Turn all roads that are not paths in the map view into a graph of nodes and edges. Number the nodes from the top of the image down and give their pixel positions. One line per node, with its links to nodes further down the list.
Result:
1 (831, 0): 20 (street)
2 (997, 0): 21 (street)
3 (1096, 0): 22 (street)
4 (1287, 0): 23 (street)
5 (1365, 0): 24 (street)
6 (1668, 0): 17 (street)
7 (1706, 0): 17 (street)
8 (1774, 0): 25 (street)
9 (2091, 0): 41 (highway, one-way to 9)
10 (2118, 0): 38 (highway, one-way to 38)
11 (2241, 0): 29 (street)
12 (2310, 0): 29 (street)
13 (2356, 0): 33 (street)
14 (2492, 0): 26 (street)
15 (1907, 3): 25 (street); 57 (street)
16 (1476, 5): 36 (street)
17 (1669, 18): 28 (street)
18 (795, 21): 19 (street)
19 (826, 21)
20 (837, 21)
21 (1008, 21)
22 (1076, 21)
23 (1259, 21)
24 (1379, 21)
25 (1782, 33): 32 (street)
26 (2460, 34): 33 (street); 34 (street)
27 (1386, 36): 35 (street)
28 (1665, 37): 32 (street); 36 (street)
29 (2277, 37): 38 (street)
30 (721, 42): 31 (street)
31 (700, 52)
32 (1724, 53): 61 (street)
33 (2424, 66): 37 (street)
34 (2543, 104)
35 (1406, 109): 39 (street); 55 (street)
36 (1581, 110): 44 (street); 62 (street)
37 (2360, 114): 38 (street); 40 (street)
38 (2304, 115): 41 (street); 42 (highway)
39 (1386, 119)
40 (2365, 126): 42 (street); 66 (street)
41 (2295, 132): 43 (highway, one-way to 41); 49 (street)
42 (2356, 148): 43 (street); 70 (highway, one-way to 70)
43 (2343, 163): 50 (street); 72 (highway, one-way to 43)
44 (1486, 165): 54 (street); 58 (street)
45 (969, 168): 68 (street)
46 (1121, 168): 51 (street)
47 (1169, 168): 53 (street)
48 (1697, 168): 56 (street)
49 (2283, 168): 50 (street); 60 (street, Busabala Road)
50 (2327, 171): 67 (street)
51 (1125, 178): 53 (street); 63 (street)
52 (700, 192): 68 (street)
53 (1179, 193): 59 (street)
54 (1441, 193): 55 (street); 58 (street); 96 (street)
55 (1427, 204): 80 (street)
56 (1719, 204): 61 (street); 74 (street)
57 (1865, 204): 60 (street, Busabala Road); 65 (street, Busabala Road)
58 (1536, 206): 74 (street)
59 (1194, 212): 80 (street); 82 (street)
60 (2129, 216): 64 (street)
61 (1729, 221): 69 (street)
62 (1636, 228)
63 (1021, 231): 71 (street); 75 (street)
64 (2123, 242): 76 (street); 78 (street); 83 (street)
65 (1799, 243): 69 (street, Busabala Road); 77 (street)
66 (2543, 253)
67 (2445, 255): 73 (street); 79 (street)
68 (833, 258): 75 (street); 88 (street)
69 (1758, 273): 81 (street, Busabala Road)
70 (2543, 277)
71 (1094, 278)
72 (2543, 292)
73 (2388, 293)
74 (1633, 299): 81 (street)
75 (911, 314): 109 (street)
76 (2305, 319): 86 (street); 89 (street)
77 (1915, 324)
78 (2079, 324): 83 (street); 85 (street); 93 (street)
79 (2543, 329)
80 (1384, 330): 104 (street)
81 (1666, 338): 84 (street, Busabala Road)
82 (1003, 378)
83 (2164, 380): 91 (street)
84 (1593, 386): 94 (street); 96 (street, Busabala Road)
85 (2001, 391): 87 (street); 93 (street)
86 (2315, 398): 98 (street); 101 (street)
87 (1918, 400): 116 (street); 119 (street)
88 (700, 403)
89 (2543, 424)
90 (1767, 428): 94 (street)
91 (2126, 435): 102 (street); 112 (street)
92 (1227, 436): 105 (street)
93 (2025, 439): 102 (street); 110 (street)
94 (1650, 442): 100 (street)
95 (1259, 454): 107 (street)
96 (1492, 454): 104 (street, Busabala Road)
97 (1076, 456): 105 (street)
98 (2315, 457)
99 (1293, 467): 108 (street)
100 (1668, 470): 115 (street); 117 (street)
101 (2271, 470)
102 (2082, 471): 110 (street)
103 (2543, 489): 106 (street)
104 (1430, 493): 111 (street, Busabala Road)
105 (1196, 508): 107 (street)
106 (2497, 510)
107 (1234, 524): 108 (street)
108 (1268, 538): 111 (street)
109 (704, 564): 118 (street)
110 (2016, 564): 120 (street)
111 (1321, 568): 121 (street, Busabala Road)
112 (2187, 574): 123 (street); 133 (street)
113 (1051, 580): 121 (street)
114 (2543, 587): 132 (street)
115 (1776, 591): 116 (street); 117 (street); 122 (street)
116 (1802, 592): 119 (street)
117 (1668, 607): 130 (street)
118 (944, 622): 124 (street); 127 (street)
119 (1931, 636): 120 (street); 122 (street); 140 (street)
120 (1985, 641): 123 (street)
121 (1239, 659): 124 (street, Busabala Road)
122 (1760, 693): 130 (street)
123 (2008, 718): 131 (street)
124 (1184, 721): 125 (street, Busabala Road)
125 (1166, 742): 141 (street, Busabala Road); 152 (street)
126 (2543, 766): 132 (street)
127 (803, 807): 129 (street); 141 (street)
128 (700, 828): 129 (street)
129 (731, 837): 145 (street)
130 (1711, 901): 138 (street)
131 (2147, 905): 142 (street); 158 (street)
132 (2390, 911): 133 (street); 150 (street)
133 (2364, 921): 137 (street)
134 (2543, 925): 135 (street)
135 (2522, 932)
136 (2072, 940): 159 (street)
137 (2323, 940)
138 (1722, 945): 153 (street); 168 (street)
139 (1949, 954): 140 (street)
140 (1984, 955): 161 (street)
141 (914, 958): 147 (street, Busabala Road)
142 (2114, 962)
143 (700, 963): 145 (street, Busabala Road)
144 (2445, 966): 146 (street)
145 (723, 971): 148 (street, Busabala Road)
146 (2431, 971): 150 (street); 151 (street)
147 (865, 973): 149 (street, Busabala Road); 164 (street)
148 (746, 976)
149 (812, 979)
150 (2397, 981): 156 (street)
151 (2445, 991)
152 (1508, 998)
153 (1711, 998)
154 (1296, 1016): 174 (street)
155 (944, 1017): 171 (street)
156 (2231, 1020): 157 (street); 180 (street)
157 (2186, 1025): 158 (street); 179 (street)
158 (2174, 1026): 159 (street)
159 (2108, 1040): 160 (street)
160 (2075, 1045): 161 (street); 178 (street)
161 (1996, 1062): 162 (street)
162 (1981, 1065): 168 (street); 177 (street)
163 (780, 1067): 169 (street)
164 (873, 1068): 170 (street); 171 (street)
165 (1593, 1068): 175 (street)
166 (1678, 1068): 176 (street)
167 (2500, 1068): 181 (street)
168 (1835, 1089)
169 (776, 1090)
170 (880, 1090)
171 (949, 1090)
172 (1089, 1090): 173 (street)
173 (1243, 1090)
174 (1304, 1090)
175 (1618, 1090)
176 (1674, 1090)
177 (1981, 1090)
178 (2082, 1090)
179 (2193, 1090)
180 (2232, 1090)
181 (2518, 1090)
# # #
What you have to do - Lines above that contain the string "highway" make up the answer.

Written reply -
9 (2091, 0): 41 (highway, one-way to 9)
10 (2118, 0): 38 (highway, one-way to 38)
38 (2304, 115): 41 (street); 42 (highway)
41 (2295, 132): 43 (highway, one-way to 41); 49 (street)
42 (2356, 148): 43 (street); 70 (highway, one-way to 70)
43 (2343, 163): 50 (street); 72 (highway, one-way to 43)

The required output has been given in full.